_Task to carry out_. Nothing but the pictures should be dropped when the records are transcribed word for word.

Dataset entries
[Start of Attachment]

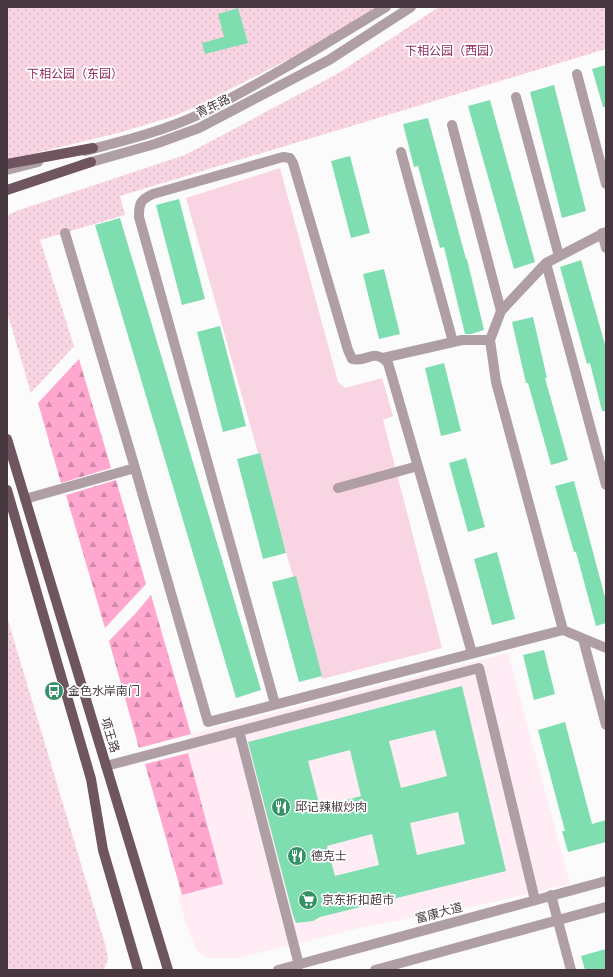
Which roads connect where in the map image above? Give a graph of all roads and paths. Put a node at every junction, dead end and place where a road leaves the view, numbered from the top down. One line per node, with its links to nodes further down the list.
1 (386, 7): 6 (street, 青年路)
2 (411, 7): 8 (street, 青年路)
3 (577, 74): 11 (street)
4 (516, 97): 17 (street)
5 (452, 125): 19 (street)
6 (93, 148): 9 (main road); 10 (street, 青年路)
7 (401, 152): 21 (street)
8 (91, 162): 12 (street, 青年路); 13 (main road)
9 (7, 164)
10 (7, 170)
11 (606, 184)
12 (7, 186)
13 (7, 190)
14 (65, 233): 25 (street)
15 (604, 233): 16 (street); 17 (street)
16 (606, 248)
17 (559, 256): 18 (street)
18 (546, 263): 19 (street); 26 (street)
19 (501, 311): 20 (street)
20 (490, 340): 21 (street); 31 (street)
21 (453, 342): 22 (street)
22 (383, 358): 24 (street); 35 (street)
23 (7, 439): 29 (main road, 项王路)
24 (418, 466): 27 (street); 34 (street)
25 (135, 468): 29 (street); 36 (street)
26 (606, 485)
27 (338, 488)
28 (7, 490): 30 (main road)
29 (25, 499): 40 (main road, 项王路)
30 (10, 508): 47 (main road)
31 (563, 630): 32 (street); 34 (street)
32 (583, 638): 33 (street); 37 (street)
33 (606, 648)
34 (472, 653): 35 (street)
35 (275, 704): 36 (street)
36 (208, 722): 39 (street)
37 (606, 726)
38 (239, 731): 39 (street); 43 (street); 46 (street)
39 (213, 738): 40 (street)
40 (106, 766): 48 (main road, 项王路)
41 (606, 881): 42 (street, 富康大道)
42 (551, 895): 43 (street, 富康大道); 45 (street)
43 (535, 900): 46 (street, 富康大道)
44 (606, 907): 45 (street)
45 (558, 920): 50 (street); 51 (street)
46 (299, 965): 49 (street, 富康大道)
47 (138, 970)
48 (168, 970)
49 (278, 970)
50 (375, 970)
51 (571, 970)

[End of Attachment]

_Task result_.
Which roads connect where in the map image above? Give a graph of all roads and paths. Put a node at every junction, dead end and place where a road leaves the view, numbered from the top down. One line per node, with its links to nodes further down the list.
1 (386, 7): 6 (street, 青年路)
2 (411, 7): 8 (street, 青年路)
3 (577, 74): 11 (street)
4 (516, 97): 17 (street)
5 (452, 125): 19 (street)
6 (93, 148): 9 (main road); 10 (street, 青年路)
7 (401, 152): 21 (street)
8 (91, 162): 12 (street, 青年路); 13 (main road)
9 (7, 164)
10 (7, 170)
11 (606, 184)
12 (7, 186)
13 (7, 190)
14 (65, 233): 25 (street)
15 (604, 233): 16 (street); 17 (street)
16 (606, 248)
17 (559, 256): 18 (street)
18 (546, 263): 19 (street); 26 (street)
19 (501, 311): 20 (street)
20 (490, 340): 21 (street); 31 (street)
21 (453, 342): 22 (street)
22 (383, 358): 24 (street); 35 (street)
23 (7, 439): 29 (main road, 项王路)
24 (418, 466): 27 (street); 34 (street)
25 (135, 468): 29 (street); 36 (street)
26 (606, 485)
27 (338, 488)
28 (7, 490): 30 (main road)
29 (25, 499): 40 (main road, 项王路)
30 (10, 508): 47 (main road)
31 (563, 630): 32 (street); 34 (street)
32 (583, 638): 33 (street); 37 (street)
33 (606, 648)
34 (472, 653): 35 (street)
35 (275, 704): 36 (street)
36 (208, 722): 39 (street)
37 (606, 726)
38 (239, 731): 39 (street); 43 (street); 46 (street)
39 (213, 738): 40 (street)
40 (106, 766): 48 (main road, 项王路)
41 (606, 881): 42 (street, 富康大道)
42 (551, 895): 43 (street, 富康大道); 45 (street)
43 (535, 900): 46 (street, 富康大道)
44 (606, 907): 45 (street)
45 (558, 920): 50 (street); 51 (street)
46 (299, 965): 49 (street, 富康大道)
47 (138, 970)
48 (168, 970)
49 (278, 970)
50 (375, 970)
51 (571, 970)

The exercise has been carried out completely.